Pre-AI, Company A hired 3 copywriters a year for their marketing team. Post-AI, they hire 1 who manages some prompting and makes some spot-tweaks, saving $80K a year and improving the turnaround time on deliverables.
My original comment isn't saying the company is going to fire the 3 copywriters on staff, but any company looking at hiring entry-level roles for tasks that AI is already very good at would be silly to not adjust their plans accordingly.
I mean you're half right. Companies seek to automate some of their transactional labor and reduce their overall head count, but they also want a pool of low paid labor to rotate when they do layoffs, which are usually focused on the highest paid slices of the labor chain.
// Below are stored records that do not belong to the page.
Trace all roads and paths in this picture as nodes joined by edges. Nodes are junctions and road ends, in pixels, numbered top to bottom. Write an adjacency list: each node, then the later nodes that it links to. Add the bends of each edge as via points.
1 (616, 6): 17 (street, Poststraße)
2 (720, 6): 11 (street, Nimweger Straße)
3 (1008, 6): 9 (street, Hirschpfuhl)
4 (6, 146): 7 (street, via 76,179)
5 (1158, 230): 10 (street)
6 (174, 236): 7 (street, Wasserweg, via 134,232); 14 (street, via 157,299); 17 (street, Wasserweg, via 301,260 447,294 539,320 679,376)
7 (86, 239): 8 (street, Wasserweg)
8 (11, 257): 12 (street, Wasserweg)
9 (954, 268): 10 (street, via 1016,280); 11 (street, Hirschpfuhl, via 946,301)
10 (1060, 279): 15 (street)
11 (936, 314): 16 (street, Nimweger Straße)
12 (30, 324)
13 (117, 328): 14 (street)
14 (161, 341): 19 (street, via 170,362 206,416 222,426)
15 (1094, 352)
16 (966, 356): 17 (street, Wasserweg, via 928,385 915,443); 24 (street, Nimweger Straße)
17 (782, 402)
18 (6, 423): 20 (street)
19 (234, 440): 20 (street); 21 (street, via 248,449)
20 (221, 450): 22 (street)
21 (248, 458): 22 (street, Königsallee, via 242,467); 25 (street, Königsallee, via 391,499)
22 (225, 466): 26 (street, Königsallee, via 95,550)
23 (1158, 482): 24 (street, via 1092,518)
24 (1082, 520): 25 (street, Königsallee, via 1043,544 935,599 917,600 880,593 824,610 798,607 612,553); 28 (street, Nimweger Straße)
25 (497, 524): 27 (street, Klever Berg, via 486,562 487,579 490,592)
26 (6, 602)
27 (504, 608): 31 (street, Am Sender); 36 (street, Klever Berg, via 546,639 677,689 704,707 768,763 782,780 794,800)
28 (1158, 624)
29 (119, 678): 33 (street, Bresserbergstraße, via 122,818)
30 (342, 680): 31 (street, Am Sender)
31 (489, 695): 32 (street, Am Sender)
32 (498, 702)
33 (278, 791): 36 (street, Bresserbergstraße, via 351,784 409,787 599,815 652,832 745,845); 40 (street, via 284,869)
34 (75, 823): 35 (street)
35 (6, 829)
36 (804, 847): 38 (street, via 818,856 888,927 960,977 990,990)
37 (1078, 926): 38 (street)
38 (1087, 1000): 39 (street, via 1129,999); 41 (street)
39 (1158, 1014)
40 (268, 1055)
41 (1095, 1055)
There's a couple issue with LLMs. The first is that by structure they make a lot of mistakes and any work they do must be verified, which sometimes takes longer than the actual work itself, and this is especially true in compliance or legal contexts. The second is the cost. If a company has a choice to outsource transactional labor to Asia for $3 an hour or spend millions on AI tokens, they will pick Asia every single time. The first constraint will never be overcome. The second has to be overcome before AI even becomes a relevant choice, and the opposite is actually happening. $ per kwh is not scaling like expected.
My prediction is that LLMs will replace some entry level positions where it makes sense, but the vast majority of the labor pool will not be affected. Rather, AI might become a tool for humans to use in certain specific contexts.